Santarém é o distrito com mais águias-pesqueiras registadas em Portugal. Foto: José Freitas

A águia-pesqueira, como muitas outras aves que procuram zonas de invernada com condições favoráveis ​​para escapar às baixas temperaturas e à consequente limitação de alimentação, encontrou na península uma zona privilegiada para ela, embora este fenómeno de invernada seja relativamente recente, como as fontes do rio Miguel y A Fundação Aves de Portugal disse à Efe.

As alterações globais, incluindo as alterações climáticas e o uso do solo, bem como o aumento da população reprodutora, são algumas das razões que, segundo estas fontes, motivam o aumento da invernada desta ave de rapina na península.

O censo, realizado graças à participação voluntária de 573 observadores de 65 entidades, entre ornitólogos e profissionais, destacou a importância da ciência cidadã como ferramenta de grande valor e utilidade para poder abranger este tipo de trabalho.

Os dados divulgados revelam que 83% da população invernante está concentrada em Portugal e na Andaluzia, onde foram registados 196 e 150 exemplares, respetivamente.

Noutras comunidades autónomas a presença também é significativa, como na Galiza com 20 indivíduos invernantes, na Catalunha com 16 indivíduos, na Extremadura e Valência com 9 indivíduos em cada caso e 7 na Cantábria.

Espécimes invernantes também foram registados nas Astúrias, com 4 exemplares, em Castilla y León e Euskadi com 3 exemplares em cada comunidade autônoma, enquanto em Múrcia e Castilla-La Mancha foi registrada a presença de um exemplar invernante.

Por províncias, a presença mais importante é registada em Cádiz com 64 indivíduos invernantes, 54 em Santarém (Portugal), 45 em Lisboa (Portugal), 29 em Sevilha, 24 em Aveiro (Portugal), 16 em Tarragona e 13 na Corunha.

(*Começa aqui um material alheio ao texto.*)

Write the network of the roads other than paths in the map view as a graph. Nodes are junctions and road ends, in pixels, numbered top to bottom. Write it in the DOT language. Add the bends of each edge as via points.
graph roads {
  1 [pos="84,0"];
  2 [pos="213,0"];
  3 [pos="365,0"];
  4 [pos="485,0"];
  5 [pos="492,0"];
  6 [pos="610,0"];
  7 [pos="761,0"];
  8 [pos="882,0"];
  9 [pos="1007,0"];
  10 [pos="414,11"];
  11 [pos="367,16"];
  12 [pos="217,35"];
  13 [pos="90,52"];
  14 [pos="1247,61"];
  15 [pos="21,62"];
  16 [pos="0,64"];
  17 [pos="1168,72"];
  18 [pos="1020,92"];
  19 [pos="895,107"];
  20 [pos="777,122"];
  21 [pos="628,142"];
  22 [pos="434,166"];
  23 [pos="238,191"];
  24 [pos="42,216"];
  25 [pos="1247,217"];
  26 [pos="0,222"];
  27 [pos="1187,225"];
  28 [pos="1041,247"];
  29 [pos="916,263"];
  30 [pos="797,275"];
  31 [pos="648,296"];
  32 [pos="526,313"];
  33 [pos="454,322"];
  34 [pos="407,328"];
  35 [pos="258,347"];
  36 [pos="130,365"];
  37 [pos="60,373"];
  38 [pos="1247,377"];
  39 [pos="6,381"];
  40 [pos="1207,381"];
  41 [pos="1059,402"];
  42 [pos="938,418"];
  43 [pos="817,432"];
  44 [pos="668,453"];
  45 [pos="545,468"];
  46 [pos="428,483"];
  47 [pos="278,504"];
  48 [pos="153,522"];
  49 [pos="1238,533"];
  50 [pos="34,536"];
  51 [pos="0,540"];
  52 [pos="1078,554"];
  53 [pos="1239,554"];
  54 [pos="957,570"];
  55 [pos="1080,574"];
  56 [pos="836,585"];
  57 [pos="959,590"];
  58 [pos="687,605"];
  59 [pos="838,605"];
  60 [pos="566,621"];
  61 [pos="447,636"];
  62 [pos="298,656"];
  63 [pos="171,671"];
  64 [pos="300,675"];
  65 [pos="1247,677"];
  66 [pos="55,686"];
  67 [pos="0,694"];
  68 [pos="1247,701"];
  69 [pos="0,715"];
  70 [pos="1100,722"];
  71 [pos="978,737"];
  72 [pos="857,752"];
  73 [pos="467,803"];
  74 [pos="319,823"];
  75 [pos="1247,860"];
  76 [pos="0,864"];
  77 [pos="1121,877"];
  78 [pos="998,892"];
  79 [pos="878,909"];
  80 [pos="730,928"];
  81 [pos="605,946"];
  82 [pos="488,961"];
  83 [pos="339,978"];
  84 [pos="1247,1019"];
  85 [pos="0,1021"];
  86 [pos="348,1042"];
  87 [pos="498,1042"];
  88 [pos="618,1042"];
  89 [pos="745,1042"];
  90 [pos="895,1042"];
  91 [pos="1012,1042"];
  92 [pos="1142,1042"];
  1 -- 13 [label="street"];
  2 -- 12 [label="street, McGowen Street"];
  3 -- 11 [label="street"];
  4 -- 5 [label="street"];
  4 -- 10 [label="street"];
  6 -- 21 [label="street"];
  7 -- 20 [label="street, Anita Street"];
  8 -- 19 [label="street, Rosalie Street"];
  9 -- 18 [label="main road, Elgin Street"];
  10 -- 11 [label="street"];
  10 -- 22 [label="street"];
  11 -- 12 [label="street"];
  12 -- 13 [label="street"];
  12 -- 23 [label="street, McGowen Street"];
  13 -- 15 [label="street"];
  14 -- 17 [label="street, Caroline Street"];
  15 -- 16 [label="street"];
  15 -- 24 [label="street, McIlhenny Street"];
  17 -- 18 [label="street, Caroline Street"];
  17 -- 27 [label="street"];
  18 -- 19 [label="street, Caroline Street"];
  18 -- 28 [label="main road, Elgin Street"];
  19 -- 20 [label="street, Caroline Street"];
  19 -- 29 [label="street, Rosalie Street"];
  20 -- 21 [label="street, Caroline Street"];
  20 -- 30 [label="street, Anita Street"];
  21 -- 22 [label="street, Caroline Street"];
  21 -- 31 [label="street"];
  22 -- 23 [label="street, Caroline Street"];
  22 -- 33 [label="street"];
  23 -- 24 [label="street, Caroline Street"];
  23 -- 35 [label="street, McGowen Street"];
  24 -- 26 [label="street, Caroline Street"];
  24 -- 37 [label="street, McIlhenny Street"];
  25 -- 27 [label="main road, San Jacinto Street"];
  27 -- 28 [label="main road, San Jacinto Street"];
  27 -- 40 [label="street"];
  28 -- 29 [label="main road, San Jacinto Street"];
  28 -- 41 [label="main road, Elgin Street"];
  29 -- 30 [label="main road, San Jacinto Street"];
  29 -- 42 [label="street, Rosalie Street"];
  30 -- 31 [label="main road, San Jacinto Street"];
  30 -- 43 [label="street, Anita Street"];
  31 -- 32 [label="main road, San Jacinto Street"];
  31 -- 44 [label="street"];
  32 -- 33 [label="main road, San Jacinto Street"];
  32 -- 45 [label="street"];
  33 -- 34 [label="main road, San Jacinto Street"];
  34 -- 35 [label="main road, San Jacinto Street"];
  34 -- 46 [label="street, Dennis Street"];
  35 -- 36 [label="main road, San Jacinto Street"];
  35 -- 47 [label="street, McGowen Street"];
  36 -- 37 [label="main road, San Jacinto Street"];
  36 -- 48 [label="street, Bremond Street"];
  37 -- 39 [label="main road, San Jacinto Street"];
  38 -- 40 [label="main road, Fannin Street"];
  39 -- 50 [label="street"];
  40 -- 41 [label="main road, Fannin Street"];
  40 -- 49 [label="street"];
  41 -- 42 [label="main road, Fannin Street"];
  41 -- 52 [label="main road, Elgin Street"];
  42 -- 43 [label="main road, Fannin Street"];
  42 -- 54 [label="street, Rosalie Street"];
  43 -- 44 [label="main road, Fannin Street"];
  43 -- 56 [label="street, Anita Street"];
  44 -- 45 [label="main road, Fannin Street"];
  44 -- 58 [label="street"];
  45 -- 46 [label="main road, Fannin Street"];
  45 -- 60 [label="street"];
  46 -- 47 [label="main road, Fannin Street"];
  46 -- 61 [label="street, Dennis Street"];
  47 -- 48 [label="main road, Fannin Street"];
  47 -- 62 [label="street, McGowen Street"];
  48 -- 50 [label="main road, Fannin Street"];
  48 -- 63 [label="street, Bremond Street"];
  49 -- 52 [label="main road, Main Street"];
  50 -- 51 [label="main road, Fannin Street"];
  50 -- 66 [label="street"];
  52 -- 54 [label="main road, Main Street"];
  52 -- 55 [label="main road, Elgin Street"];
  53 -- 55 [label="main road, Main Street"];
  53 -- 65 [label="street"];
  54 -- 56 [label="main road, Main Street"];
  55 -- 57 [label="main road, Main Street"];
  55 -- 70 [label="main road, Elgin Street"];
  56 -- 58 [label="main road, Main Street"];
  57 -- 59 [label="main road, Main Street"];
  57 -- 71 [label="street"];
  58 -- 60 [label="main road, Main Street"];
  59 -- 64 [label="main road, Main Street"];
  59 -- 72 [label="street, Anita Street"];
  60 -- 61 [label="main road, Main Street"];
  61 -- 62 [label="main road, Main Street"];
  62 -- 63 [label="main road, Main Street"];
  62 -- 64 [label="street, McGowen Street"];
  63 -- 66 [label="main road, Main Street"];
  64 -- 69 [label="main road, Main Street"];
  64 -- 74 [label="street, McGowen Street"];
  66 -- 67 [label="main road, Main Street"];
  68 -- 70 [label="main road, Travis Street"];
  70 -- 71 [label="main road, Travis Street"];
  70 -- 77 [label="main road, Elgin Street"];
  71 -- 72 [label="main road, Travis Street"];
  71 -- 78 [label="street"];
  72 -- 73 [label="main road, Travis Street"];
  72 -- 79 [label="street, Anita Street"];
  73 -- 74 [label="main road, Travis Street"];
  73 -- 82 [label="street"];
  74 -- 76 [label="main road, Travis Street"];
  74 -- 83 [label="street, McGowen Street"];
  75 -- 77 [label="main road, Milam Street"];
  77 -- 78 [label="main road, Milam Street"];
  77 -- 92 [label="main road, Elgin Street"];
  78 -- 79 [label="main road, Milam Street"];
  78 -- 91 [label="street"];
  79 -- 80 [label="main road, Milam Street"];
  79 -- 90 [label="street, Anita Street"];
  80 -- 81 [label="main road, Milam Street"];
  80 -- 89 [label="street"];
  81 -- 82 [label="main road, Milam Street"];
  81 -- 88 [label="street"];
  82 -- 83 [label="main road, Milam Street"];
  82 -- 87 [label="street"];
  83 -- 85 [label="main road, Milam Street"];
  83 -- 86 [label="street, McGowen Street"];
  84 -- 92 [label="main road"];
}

As águias-pesqueiras, de acordo com dados censitários, concentravam-se nas zonas costeiras da Península Ibérica, e principalmente na costa sudoeste do Atlântico.

Por bacias hidrográficas, destaca-se a sua presença nas do Tejo, do Guadalquivir, do Odiel e do Guadalete.

Os dois censos anteriores realizados para esta espécie renderam um total de 359-387 exemplares no inverno de 2016-2017 e 493-509 exemplares no inverno de 2018-2019, neste caso, contados na Península Ibérica, nas ilhas Baleares Ilhas e norte de Marrocos.

A águia-pesqueira é uma das aves de rapina com menor presença na Península Ibérica e a situação da espécie na bacia mediterrânica é crítica, uma vez que possui uma população escassa e altamente fragmentada.

Até 2012, quase 200 filhotes de águia-pesqueira da Finlândia, Escócia e Alemanha foram soltos em Cádiz (reservatório do rio Barbate) e Huelva (Parque Natural Marismas del Odiel).

Graças aos esforços feitos nos últimos anos, existe agora uma população reprodutora estabelecida e crescente.